Millennials and Baby Boomers both claim they had it harder…

Millennials and Baby Boomers both claim they had it harder…
Urban EditorialMay 29, 2020

Everyone is aware that there’s a bit of friendly (and sometimes not-so-friendly) generational rivalry going around between the Baby Boomers and the Millennials, with a lot of spicy debate around which generation faces the biggest number of issues. Millennials think Baby Boomers inadvertently set them up to fail – while Baby Boomers believe their younger counterparts are lazy, smashed-avo-loving layabouts. But just how true are either these assumptions, if at all?

How the generations compare

There are a few major differences between the upbringings and lifestyles of Baby Boomers and Millennials which create a clear distinction in their lived experiences. Take career paths, for example. Generally speaking, Baby Boomers were likely to leave school, gain employment, then remain in that job throughout their working career. Baby Boomers were definitely loyal, even if it was to their own detriment. Millennials, on the other hand, can enjoy something called the ‘gig economy’, which embraces freelancing, virtual positions and moving from job to job, seemingly at a whim. This freedom doesn’t create the same job stability and financial security that Baby Boomers enjoyed, but it lends itself more to expression of creativity and potentially higher levels of individual happiness.

Another example can be seen when we look at relationships and family. While high numbers of Baby Boomers were likely to be married and planning for kids by the time they were 25, Millennials are waiting much longer to lock it all down. Millennials have also been deemed more health-conscious than their older generational counterparts, putting more emphasis on productive daily habits and overall healthy living to achieve a healthy lifestyle. Furthermore, Millennials have been noted as a generation that undertakes more formal education compared to Baby Boomers.

But what about housing?

Was it really harder for Baby Boomers to own their home?

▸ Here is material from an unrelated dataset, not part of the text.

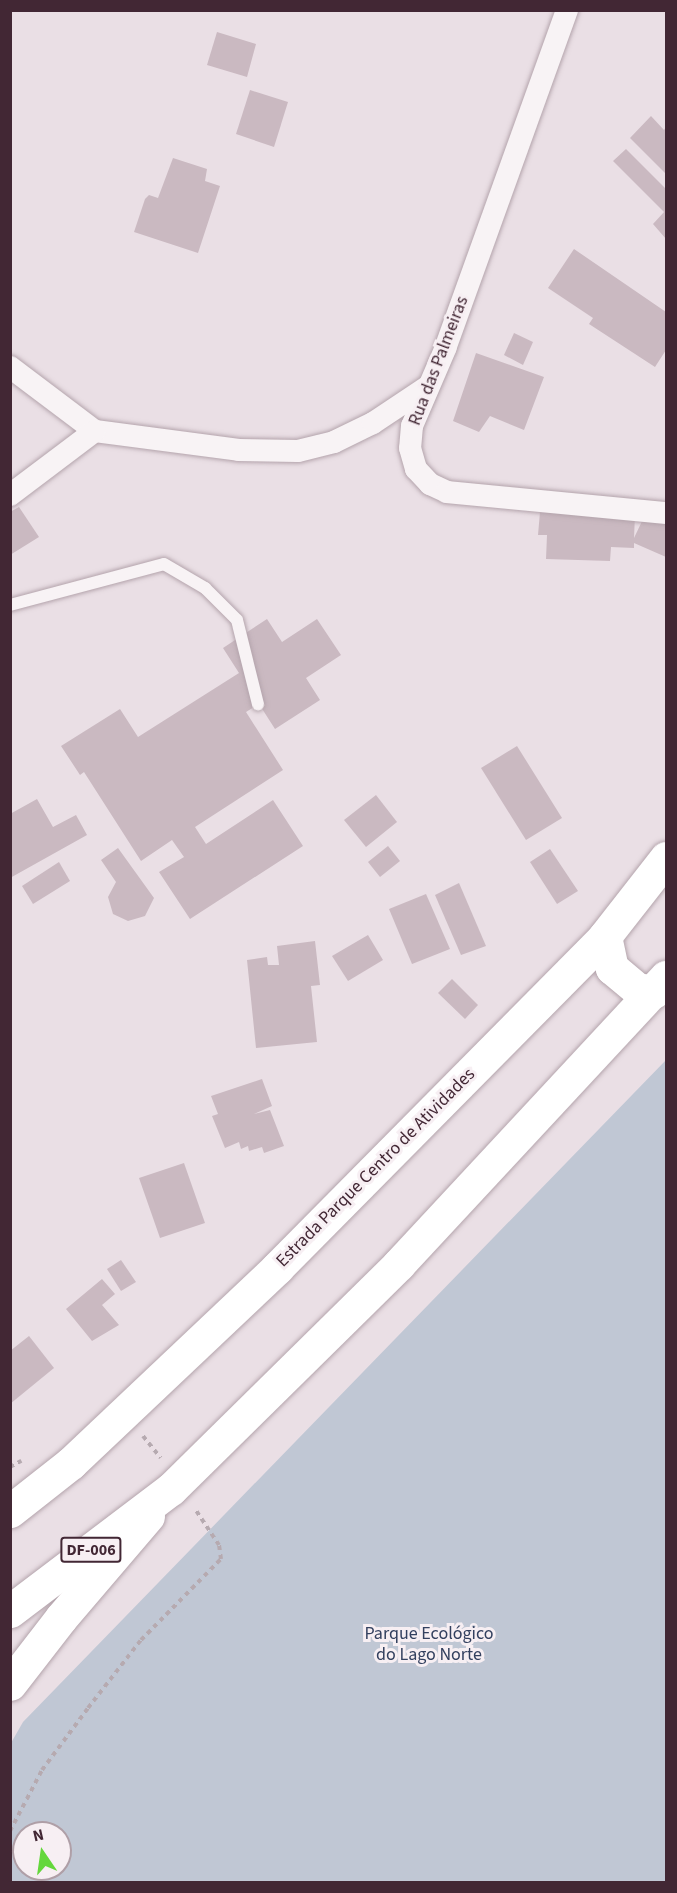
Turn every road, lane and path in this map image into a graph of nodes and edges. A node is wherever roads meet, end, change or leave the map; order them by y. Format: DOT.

When it comes to buying a home, Baby Boomers can often be heard saying they had it much harder. To determine whether this is true or not, let’s take a look at both situations. Back in the Baby Boomer home-buying era, around 30-40 years ago, they were dealing with a period where interest rates reached 17 percent, compared with rates of around 2-3 percent at the time of writing this article. At the same time, housing was much cheaper, with a median house price of $36,800 in Sydney, $32,900 in Melbourne and $26,275 in Brisbane.

To keep this relative, the average wage in 1975 was $7,600, compared to around $72,000 today. Over the years, as with all goods and services, the price of property has increased. Property moves in cycles, with boom and bust periods. According to statistics from the Reserve Bank of Australia, between the years of 2012 and 2017 in Sydney and Melbourne, property prices rose 75 percent and 58 percent, respectively – this was most definitely a growth period!

So Boomers had it easier – right?

Property prices were around the same as a new small car costs today. Surely, that means Baby Boomers were able to buy property more easily, doesn’t it? But before you arrive at that conclusion, another point of difference to consider is the income to price ratio, which determines how high the price of a house is when compared to annual income (before tax). When we take a look back some twenty years, Tim Lawless, property analyst and head of research at CoreLogic, says “a typical ratio was around four and a half times”. That means the average house cost around 4.5 times the average salary.

Today, the ratio is generally around six and half and seven times – higher in Sydney. “Off that measure alone, it’s clear that getting into the market has become a bigger issue than it was,” Lawless says. This might be why the number of renters has been steadily increasing over the years, with a 2017 report published by the Committee for Economic Development of Australia (CEDA) revealing a rise of 22 percent in the number of renters aged between 25 and 34 years who rented, between 1982 and 2012.

Unfortunately for those out for blood in this debate, it seems that there is a relatively fair argument for both generations having either an easier or harder time in the housing market. Both age groups had their challenges to overcome – and property buyers of the future will have their own set of setbacks to conquer. So, rather than directly comparing the two generations and debating about ‘who had it harder’, it’s best to view it as a level playing field.

Cross-generational understanding could encourage both generations to teach and learn from each other. And, realistically? It does not matter. Both generations had their own struggles in terms of property, in different ways. You can either complain about who has it harder, or start working on some strategies today to grow your own wealth through property investing.